When Ashok Rathod invited 18 boys from Mumbai's Ambedkar Nagar slum to play football one Saturday in 2006, he wasn't just organizing a game. He was launching a quiet revolution against child labor.

Growing up in the same neighborhood, Ashok had watched his friends drop out of school to work. His father insisted he stay in education, a choice that shaped everything that followed. Years later, he wanted to give other children the same chance.

But Ashok knew kids wouldn't show up for more classroom time. They needed something they actually wanted to do. So he brought football to their doorstep.

The boys returned the next Saturday, then the next. Word spread fast. What started as an informal kickabout at Oval Maidan soon grew into OSCAR Foundation, built on one non-negotiable rule: you can only play if you stay in school.

The football pitch became more than a playground. It became leverage for education. Boys who had already dropped out started returning to class just to qualify for the game.

Mumbai Coach Uses Football to Keep Slum Kids in School

Govind Rathod was one of them. At 12, he'd left school to work odd jobs. Football gave him a reason to go back. "I was totally addicted to football," he says. "I told my parents that I want to stay here only and want to study."

The strategy worked. To keep playing, Govind kept studying. Years later, he earned a scholarship to study sports management in Germany, becoming the first person in his family to travel abroad.

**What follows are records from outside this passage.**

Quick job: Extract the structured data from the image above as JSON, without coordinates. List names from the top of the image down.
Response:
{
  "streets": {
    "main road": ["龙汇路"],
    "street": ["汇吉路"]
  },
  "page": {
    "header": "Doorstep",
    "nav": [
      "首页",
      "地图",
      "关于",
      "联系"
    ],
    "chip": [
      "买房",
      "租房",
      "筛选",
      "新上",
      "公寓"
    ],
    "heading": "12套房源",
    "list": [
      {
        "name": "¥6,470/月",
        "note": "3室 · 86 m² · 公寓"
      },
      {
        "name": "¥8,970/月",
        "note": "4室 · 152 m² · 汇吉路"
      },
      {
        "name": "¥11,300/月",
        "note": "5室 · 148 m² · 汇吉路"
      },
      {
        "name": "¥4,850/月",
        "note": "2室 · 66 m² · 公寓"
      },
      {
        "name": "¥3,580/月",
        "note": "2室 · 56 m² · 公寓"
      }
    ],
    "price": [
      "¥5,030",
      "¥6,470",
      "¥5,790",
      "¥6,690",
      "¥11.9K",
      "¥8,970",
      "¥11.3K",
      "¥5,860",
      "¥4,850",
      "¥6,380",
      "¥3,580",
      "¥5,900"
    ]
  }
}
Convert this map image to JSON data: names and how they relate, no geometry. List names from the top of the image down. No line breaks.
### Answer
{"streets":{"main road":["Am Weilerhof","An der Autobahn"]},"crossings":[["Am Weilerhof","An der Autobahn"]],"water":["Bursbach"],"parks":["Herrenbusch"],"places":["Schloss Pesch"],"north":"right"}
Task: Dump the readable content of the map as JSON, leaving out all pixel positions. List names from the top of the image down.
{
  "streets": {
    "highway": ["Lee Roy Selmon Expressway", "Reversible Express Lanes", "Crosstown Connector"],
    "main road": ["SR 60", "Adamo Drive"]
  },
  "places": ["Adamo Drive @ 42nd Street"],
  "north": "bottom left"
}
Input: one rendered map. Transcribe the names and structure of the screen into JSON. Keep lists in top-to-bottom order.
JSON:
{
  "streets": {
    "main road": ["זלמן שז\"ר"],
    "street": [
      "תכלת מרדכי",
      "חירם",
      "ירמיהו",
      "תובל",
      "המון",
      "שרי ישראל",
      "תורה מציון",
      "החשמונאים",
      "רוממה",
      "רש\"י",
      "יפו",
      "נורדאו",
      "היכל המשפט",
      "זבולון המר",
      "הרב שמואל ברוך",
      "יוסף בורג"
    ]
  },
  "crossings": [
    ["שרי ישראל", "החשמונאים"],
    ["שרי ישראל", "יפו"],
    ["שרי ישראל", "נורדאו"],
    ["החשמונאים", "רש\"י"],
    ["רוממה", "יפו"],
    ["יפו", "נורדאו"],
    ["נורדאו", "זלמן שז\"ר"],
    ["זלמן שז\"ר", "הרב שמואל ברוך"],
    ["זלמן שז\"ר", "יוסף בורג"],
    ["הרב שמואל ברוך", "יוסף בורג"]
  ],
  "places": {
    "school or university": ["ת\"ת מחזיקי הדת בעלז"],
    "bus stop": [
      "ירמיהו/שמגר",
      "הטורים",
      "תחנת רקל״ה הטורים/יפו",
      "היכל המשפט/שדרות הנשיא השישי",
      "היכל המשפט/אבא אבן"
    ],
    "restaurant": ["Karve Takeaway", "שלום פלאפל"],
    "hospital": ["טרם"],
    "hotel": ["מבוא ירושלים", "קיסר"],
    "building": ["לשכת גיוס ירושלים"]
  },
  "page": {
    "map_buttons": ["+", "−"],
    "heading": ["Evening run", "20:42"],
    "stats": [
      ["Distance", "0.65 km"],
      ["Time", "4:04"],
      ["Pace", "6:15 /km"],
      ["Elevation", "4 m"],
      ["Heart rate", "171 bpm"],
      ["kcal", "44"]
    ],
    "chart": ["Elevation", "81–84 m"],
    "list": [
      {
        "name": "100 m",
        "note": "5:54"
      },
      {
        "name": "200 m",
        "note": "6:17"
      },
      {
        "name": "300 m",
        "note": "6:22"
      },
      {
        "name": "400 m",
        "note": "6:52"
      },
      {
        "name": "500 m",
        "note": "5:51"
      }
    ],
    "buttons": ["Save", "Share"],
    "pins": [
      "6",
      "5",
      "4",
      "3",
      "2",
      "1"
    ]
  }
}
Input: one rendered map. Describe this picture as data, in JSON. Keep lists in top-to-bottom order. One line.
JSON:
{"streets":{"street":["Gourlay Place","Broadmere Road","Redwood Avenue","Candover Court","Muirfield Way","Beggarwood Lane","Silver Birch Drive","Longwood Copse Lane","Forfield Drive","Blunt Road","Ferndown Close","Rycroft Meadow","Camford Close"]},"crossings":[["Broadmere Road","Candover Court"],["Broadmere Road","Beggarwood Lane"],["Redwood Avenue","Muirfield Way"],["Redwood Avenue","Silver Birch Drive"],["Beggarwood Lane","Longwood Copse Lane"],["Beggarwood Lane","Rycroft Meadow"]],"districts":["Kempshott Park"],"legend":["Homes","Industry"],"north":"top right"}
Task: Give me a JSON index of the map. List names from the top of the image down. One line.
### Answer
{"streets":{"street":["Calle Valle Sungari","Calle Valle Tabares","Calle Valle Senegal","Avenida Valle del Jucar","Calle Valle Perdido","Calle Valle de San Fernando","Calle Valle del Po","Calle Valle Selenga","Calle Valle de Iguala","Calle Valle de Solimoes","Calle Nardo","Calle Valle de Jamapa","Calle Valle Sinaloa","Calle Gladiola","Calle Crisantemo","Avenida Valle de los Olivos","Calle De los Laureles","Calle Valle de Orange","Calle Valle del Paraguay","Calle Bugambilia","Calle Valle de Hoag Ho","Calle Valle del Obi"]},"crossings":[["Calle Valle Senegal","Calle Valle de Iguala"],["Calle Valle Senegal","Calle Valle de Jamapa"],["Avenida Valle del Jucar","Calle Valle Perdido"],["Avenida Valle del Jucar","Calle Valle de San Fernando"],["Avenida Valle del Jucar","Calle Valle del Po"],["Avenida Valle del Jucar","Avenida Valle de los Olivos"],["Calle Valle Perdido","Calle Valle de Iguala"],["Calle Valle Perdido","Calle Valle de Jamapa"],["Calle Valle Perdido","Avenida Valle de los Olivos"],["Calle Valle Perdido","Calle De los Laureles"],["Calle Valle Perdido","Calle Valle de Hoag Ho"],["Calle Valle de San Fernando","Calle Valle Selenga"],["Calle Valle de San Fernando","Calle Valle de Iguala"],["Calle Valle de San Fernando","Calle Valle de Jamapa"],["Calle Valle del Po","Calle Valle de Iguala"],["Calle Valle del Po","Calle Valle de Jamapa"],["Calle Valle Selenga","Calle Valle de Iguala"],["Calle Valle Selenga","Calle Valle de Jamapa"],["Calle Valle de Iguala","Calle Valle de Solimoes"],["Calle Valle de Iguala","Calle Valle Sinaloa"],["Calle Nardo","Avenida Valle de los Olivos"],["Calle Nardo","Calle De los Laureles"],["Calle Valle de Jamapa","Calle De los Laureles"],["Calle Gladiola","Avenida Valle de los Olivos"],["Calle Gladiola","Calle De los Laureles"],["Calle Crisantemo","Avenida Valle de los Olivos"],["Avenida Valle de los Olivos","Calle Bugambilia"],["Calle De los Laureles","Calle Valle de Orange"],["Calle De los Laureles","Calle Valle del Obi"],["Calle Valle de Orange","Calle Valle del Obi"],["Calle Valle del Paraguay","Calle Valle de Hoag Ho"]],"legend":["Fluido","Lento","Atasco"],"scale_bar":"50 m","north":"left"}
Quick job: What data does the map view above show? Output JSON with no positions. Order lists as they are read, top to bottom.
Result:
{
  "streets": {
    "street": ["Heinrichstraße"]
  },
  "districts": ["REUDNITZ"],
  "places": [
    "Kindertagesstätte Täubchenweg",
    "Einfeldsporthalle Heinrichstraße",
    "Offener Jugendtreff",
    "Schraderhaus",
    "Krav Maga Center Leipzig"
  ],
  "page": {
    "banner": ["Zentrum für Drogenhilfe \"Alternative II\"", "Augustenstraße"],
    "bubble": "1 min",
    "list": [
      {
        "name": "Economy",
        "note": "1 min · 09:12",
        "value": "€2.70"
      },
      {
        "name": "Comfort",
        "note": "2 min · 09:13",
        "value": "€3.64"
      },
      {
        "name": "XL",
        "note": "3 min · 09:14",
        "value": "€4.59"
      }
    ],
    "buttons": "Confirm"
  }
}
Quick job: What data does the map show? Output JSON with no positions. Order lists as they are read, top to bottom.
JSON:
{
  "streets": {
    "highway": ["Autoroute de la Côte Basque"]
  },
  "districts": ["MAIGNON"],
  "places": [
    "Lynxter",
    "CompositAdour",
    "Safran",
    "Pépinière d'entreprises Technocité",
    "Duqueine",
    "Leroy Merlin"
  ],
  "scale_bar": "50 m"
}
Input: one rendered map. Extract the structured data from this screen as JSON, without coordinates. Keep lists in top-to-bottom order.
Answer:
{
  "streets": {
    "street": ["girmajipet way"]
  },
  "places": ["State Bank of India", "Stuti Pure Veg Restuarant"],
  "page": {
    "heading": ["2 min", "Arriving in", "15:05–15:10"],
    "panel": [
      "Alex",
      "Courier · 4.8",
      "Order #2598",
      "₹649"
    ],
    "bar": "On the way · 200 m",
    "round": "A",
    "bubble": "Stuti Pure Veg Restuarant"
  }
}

As the program expanded, Ashok noticed another problem. Some boys refused to play with teammates from different castes and religions. His solution was simple but powerful: mandatory team celebrations after every goal. The rule forced them to embrace, to share joy, to see each other as equals.

Then Ashok turned his attention to girls. Many parents worried football would make their daughters less marriageable or harm their appearance. So he called it a picnic instead. It was actually a football tournament. The experience showed families what their daughters could become.

Why This Inspires

OSCAR Foundation has now reached thousands of children across Mumbai's slums. What began as 18 boys and a ball has become proof that sometimes the path to education doesn't run through a classroom door. Sometimes it runs through a football field first.

Ashok still marvels at how far it's come. "When I reflect, I feel something magical must be happening," he says. For the kids who get to play, study, and dream bigger than their circumstances, the magic is real.